Die wichtigsten Merkmale des neuen AS3911B sind:
Hervorragende Lesereichweite dank leistungsstarkem Sender und automatischer Antennenabstimmung;
sehr geringer Stromverbrauch durch induktive und kapazitive Näherungssensoren;
Unterstützung der RFID-Protokolle ISO 14443 A & B und ISO 15693, einschließlich Mifare™, FeliCa™ und Cipurse™;
Unterstützung der NFC-Protokolle ISO 18092 (NFCIP-1), aktiver P2P-Initiator & -Ziel sowie passiver P2P-Initiator;
EMV-Zertifizierung für drahtlose Zahlungen und Dienstauthentifizierung;
höchste am Markt verfügbare Geschwindigkeiten mit VHBR bis zu 6,8 Mbit/s
Der AS3911B ermöglicht die zuverlässige Näherungserkennung für RFID- oder NFC-Karten bei einem Stromverbrauch von nur 5 µA.

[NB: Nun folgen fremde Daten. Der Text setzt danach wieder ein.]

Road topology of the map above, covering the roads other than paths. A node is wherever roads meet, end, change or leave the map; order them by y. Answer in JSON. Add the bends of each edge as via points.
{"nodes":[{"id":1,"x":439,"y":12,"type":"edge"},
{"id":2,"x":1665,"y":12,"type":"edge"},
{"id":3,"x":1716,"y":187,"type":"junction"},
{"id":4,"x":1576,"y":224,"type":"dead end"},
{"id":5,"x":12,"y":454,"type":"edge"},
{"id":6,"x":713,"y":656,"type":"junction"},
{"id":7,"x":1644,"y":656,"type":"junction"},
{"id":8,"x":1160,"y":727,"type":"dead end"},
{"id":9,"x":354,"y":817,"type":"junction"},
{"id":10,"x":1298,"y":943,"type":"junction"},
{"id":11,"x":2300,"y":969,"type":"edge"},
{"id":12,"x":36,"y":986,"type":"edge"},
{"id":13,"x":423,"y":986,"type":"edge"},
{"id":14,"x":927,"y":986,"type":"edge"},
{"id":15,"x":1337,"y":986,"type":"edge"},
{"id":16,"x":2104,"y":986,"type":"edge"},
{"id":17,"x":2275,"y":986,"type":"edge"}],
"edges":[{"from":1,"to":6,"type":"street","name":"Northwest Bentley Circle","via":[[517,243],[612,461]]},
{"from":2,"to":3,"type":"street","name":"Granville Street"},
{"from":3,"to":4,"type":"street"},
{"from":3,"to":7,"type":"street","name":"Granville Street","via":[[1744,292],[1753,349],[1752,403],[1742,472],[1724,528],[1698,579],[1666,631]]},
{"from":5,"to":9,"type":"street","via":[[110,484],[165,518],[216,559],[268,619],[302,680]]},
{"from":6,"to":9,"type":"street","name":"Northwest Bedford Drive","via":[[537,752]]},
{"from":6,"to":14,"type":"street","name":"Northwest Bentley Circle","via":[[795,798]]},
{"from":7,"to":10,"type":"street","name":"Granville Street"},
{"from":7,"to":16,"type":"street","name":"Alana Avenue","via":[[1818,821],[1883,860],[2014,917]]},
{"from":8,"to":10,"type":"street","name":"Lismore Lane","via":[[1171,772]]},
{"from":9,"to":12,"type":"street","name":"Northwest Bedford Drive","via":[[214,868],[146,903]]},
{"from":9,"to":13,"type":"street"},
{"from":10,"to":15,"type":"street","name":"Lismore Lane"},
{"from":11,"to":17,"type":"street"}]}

Er verfügt über einen 1-W-Emitter mit präziser Modulationssteuerung und bietet einen transparenten Modus zur externen Ausführung von Protokollen, die intern nicht implementiert sind.
Der AS3911B enthält die gesamte notwendige Hardware und Logik für die Implementierung von RFID/NFC-Lesegeräten, einschließlich eines Antennenabstimmungssystems, das die Hardwareentwicklung erheblich vereinfacht. Er ist in den Gehäusen QFN32, WL-CSP (Miniatur) und COB-Cut-Wafer erhältlich.

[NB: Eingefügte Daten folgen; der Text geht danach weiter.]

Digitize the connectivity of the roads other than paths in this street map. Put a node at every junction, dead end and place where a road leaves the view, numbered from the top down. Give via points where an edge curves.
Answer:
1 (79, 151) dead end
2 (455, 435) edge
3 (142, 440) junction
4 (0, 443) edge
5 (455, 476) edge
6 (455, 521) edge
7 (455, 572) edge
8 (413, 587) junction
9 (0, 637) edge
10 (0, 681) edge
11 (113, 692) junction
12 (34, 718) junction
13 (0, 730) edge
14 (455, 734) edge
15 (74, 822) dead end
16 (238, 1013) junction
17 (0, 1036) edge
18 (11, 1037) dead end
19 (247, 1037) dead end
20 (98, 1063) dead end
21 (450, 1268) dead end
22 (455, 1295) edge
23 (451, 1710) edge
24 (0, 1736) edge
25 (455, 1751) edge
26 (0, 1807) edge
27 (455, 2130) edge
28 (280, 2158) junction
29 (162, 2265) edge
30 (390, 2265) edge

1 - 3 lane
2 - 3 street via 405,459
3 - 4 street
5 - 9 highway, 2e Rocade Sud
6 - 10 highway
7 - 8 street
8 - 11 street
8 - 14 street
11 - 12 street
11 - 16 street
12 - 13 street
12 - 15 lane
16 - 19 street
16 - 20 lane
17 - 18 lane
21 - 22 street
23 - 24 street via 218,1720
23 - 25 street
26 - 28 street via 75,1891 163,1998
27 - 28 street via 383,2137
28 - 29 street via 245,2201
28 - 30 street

Der AS3911B ist die Industrieversion des bewährten AS3914, der für den Einsatz in der Automobilindustrie zertifiziert ist und von Marquardt (einem weltweit führenden Hersteller von Automobilkomponenten) für die Ausstattung seines neuen Türschlosses mit einem integrierten NFC-Lesegerät ausgewählt wurde.
Marquardt integriert den AS3914 außerdem in NFC-Lesegeräte, die in Mittelkonsolen oder Armaturenbretter eingebaut sind.
Sowohl die Tür- als auch die Armaturenbrett-Lesegeräte lassen sich durch Annäherung an jedes NFC-fähige Gerät, wie z. B. eine Karte, ein Mobiltelefon, eine Smartwatch oder ein Tablet, koppeln.
Diese drahtlose NFC-Kopplung bestätigt die Identität des Nutzers, entsperrt den Zugang zum Fahrzeug und ermöglicht die drahtlose Verbindung zu Anwendungen auf dem gekoppelten Gerät. Dieses Konzept wird in der nächsten Generation von Mittelklasse- und Oberklassefahrzeugen europäischer Hersteller zum Einsatz kommen.